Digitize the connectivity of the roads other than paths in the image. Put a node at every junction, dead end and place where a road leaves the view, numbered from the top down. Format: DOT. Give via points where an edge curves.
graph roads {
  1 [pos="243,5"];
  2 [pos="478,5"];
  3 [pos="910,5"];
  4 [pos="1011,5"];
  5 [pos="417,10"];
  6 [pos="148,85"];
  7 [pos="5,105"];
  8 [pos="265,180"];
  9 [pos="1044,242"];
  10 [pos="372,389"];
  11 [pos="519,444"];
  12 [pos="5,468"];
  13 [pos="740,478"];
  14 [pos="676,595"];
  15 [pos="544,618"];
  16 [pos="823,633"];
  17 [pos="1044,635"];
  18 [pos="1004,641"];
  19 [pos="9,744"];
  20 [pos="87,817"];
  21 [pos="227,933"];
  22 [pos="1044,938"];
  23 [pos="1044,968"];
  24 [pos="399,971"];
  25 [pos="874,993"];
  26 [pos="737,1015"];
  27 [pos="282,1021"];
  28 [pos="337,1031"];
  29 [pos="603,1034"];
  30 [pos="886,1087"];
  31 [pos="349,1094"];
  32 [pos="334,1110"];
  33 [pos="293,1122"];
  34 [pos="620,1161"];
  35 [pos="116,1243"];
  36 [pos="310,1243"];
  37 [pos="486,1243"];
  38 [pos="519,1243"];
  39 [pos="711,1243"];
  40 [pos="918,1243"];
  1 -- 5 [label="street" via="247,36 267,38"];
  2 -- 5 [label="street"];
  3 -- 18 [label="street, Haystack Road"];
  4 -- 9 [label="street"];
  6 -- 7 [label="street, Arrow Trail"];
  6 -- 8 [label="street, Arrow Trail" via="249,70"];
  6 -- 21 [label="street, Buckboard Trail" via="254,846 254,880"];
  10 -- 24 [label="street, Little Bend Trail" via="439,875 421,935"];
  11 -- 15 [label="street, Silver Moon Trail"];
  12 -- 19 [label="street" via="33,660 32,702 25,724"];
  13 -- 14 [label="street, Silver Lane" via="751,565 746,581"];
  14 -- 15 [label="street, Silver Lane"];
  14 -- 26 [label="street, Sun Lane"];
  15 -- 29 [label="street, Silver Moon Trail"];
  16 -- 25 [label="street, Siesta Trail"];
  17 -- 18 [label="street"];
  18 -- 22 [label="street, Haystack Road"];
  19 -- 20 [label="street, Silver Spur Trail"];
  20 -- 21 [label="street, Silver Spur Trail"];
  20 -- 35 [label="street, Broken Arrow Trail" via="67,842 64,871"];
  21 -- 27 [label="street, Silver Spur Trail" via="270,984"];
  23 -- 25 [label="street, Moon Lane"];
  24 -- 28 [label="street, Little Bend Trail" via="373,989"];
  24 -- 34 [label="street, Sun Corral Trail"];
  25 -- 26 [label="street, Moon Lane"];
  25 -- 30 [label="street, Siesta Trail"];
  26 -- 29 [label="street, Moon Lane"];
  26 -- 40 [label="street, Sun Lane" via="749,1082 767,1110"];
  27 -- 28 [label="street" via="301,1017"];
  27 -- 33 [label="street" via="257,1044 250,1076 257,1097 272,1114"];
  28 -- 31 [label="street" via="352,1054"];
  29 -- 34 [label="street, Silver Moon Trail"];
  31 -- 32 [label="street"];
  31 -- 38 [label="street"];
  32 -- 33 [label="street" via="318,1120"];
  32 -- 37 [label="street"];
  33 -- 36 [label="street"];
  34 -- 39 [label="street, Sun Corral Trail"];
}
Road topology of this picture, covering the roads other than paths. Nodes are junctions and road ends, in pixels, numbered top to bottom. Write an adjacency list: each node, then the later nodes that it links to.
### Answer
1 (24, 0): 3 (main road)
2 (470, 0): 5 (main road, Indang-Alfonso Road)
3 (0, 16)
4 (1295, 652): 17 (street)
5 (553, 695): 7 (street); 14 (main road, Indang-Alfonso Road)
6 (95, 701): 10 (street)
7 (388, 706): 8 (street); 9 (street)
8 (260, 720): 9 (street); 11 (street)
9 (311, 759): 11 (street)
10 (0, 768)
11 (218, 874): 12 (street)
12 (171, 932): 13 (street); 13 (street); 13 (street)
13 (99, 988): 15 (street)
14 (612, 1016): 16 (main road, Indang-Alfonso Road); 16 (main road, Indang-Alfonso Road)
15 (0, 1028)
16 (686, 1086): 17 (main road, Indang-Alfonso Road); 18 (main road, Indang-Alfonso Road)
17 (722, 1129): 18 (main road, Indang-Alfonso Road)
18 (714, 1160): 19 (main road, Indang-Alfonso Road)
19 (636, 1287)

# WHAT TO DO
Search the listing above for the string "Indang". Copy every line that contains it.

# TASK ANSWER
2 (470, 0): 5 (main road, Indang-Alfonso Road)
5 (553, 695): 7 (street); 14 (main road, Indang-Alfonso Road)
14 (612, 1016): 16 (main road, Indang-Alfonso Road); 16 (main road, Indang-Alfonso Road)
16 (686, 1086): 17 (main road, Indang-Alfonso Road); 18 (main road, Indang-Alfonso Road)
17 (722, 1129): 18 (main road, Indang-Alfonso Road)
18 (714, 1160): 19 (main road, Indang-Alfonso Road)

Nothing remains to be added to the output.